2018-03-01 11:46:34.522 testMA[403:303] (
1,
3
)

---

It's worth adding:

if ([self isKindOfClass:[NSMutableArray class]]==YES)
    return array;
else
    return [array copy];

@someone You won’t run into problems unless you specifically cast to another type. You can break all kinds of things in C if you do that, so don’t. I don’t think checking the class at runtime helps anything (and, historically, it didn’t work due to implementation details).

@someone what kind of coding error are you trying to protect against?

The only one I can think of is that you are getting an NSArray back that is actually backed by a mutable array, and you hold onto that array but also hand it off to some other code that casts it and mutates it, breaking your own API contract. That's plausible but unusual; if you are worried about that, just make a copy yourself.
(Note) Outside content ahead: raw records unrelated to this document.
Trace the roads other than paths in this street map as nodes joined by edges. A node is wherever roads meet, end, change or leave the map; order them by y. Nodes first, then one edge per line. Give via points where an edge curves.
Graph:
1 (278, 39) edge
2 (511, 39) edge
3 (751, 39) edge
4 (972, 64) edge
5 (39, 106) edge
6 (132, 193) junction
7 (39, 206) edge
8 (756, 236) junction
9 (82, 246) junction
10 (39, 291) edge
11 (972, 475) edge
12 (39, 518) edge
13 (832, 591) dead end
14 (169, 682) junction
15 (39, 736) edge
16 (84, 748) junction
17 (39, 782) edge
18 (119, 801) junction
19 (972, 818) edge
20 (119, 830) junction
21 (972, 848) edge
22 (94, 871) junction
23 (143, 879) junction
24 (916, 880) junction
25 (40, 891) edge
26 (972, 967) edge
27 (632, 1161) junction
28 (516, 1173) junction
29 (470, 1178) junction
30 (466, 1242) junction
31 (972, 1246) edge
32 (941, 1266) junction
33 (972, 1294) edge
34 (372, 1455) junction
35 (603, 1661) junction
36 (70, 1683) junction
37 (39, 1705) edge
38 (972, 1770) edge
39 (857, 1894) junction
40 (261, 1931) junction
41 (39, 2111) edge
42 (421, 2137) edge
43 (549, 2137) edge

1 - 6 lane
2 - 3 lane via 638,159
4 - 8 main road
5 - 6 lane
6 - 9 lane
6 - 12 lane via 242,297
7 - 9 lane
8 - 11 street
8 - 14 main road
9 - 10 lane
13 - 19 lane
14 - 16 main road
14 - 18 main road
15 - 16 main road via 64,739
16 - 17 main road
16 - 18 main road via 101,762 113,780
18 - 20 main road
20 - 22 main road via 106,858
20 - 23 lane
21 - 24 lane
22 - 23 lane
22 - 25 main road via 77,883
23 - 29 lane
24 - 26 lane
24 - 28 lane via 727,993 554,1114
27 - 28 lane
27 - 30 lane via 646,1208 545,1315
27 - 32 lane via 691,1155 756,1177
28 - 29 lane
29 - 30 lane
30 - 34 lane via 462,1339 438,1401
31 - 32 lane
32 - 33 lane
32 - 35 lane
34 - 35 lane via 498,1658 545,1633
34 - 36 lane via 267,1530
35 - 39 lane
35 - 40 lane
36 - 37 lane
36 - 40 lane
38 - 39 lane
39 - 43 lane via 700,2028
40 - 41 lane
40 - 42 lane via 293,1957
@nolen: I would rather have the original mapping API not change the class of the object.

Because for instance if I add a category to NSMutableArray to replace a method that exists for NSArray, the code that will get executed will not the expected one.

e.g. if I overload hash so that the hash for a mutable array is not the same as the one for a non-mutable array.

Or if a method accepts id as a parameter and you then use isMemberOfClass: on this parameter to decide what to do, you may not understand right away why the code for NSArray instances is not run.

@someone I see. I hadn't thought of the category method case. I'm with charles and mjtsai on this, though: this is pretty standard, and even the Apple APIs don't guarantee the specific class of the object you get back. NSArray is already a class cluster.

@someone If you don’t want it to change the class, you should probably use instancetype instead of casting the returned NSArray to something else.

That said, I think replacing NSMutableArray methods with categories and changing the hash method of a framework class would probably violate an API contract and potentially cause problems. Using isMemberOfClass: for the base Foundation types is a bad idea, anyway, because they use class clusters and the exact types change from release to release.

Ben Kennedy

It is impossible to safely replace a method using a category. That it is even possible is undoubtedly unintended design of Objective C runtime. What if somebody else also adds the same method in their own category? The winner is random and indeterminate; you can't be sure that it will be your implementation.

@Michael Yes, I would (I do actually) use instancetype instead of NSArray *.

I haven't seen any problem with using isMemberOfClass: on NSArray/NSMutableArray from Mac OS X 10.7 to 10.13 at least. I agree that NSString/NSMutableString would be a totally different case.

@Ben Yes, that's one of the reasons why it's recommended to add a prefix to the name of your methods in categories. My point is more that it's better for a method to return the advertised type. Otherwise use id or instancetype. Because having that kind of issue/strategy in the low layers of the code is not helping considering all the other potential strange stuff one can do in upper layers.